--- Data supplied Enclosed Below ---

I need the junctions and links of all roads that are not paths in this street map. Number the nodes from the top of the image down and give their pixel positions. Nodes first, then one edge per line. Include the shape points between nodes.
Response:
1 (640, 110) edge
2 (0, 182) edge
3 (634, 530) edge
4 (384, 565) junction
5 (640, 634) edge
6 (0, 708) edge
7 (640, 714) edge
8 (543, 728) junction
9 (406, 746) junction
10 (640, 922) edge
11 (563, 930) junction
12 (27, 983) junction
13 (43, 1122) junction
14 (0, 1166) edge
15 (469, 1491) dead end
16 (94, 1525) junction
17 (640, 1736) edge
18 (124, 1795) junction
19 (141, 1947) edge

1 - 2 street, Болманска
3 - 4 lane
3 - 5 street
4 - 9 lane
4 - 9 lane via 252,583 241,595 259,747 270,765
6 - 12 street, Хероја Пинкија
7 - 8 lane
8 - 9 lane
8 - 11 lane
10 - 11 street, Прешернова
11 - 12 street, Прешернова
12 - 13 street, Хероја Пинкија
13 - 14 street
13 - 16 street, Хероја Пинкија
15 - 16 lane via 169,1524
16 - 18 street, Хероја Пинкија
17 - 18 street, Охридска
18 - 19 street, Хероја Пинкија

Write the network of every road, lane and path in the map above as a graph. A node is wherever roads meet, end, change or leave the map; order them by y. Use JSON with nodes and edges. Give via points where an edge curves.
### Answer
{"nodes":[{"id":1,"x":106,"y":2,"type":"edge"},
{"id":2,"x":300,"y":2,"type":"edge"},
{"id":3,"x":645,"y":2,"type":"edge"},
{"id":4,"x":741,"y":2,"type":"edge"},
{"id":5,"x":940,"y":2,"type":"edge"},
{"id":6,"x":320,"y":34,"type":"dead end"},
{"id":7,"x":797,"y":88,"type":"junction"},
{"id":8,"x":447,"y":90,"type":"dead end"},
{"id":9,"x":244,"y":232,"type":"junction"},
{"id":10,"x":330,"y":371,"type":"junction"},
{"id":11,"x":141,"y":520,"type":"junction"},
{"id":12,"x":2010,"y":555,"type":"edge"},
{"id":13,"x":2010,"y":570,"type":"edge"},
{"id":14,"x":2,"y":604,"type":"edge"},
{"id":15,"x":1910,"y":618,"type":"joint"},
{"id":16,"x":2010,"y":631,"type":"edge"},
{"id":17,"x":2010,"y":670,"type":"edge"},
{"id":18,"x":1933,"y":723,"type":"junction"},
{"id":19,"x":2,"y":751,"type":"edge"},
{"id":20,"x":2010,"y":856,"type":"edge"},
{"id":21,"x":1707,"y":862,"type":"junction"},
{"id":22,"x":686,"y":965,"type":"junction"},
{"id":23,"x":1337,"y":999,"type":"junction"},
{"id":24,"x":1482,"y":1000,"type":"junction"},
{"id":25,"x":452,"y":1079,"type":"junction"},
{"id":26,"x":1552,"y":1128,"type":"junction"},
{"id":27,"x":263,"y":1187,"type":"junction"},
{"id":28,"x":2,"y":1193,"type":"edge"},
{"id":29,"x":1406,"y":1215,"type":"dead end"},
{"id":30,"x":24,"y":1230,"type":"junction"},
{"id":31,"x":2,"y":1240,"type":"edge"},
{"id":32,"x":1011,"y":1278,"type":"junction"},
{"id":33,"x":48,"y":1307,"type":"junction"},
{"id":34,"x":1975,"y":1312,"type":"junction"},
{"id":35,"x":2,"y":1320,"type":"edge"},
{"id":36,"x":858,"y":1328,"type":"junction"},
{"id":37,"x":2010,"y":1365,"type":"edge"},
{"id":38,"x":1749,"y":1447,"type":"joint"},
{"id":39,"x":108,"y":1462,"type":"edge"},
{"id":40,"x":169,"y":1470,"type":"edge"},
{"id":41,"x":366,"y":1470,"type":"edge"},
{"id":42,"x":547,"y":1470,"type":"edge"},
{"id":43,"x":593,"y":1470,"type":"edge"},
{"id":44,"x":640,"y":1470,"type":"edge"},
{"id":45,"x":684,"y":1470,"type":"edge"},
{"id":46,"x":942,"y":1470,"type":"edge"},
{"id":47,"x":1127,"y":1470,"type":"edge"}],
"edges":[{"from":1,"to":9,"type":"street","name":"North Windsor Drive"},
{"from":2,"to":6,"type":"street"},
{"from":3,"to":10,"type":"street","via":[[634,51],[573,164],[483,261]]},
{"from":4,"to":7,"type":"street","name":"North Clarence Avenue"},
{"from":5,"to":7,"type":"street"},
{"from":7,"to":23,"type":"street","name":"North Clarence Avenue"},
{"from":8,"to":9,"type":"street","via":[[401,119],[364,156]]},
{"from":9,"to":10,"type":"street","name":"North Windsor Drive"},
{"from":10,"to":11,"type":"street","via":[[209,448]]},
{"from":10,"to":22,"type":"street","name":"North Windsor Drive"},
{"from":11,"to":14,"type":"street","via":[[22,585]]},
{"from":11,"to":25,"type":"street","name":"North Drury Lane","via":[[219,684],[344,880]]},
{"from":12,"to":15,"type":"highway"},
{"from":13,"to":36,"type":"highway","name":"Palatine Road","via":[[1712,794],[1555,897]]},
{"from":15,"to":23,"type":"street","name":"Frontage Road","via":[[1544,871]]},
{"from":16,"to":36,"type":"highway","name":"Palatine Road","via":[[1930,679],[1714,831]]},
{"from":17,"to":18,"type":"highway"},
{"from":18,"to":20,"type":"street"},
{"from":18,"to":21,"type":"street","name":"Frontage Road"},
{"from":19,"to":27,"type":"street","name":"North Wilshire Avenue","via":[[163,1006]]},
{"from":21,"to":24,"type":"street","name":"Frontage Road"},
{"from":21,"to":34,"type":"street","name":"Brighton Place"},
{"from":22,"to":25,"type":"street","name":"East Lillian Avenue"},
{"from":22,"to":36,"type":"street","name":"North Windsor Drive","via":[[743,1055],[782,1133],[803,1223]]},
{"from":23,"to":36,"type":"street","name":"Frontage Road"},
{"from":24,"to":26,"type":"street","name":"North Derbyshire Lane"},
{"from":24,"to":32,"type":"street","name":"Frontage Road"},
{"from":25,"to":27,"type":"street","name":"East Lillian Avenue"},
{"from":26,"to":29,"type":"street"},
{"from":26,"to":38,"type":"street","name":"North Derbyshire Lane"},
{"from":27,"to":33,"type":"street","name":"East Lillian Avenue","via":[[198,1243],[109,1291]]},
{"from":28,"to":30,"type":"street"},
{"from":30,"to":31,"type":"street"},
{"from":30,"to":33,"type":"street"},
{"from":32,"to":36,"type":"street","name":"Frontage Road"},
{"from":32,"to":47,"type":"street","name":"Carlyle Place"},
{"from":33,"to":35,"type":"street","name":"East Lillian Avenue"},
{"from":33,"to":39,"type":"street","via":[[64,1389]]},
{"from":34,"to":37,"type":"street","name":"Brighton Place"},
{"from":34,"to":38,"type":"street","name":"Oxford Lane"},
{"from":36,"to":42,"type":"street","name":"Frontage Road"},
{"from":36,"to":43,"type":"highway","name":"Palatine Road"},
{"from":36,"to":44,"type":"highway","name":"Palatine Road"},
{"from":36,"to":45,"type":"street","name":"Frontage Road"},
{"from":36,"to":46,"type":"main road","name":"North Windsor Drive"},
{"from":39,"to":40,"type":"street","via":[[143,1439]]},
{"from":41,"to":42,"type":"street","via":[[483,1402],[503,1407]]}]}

--- End of Enclosed Data supplied ---

- Work item
Print the listing above from its first line through the line with "Write the network", and stop there.

- Written solution
I need the junctions and links of all roads that are not paths in this street map. Number the nodes from the top of the image down and give their pixel positions. Nodes first, then one edge per line. Include the shape points between nodes.
Response:
1 (640, 110) edge
2 (0, 182) edge
3 (634, 530) edge
4 (384, 565) junction
5 (640, 634) edge
6 (0, 708) edge
7 (640, 714) edge
8 (543, 728) junction
9 (406, 746) junction
10 (640, 922) edge
11 (563, 930) junction
12 (27, 983) junction
13 (43, 1122) junction
14 (0, 1166) edge
15 (469, 1491) dead end
16 (94, 1525) junction
17 (640, 1736) edge
18 (124, 1795) junction
19 (141, 1947) edge

1 - 2 street, Болманска
3 - 4 lane
3 - 5 street
4 - 9 lane
4 - 9 lane via 252,583 241,595 259,747 270,765
6 - 12 street, Хероја Пинкија
7 - 8 lane
8 - 9 lane
8 - 11 lane
10 - 11 street, Прешернова
11 - 12 street, Прешернова
12 - 13 street, Хероја Пинкија
13 - 14 street
13 - 16 street, Хероја Пинкија
15 - 16 lane via 169,1524
16 - 18 street, Хероја Пинкија
17 - 18 street, Охридска
18 - 19 street, Хероја Пинкија

Write the network of every road, lane and path in the map above as a graph. A node is wherever roads meet, end, change or leave the map; order them by y. Use JSON with nodes and edges. Give via points where an edge curves.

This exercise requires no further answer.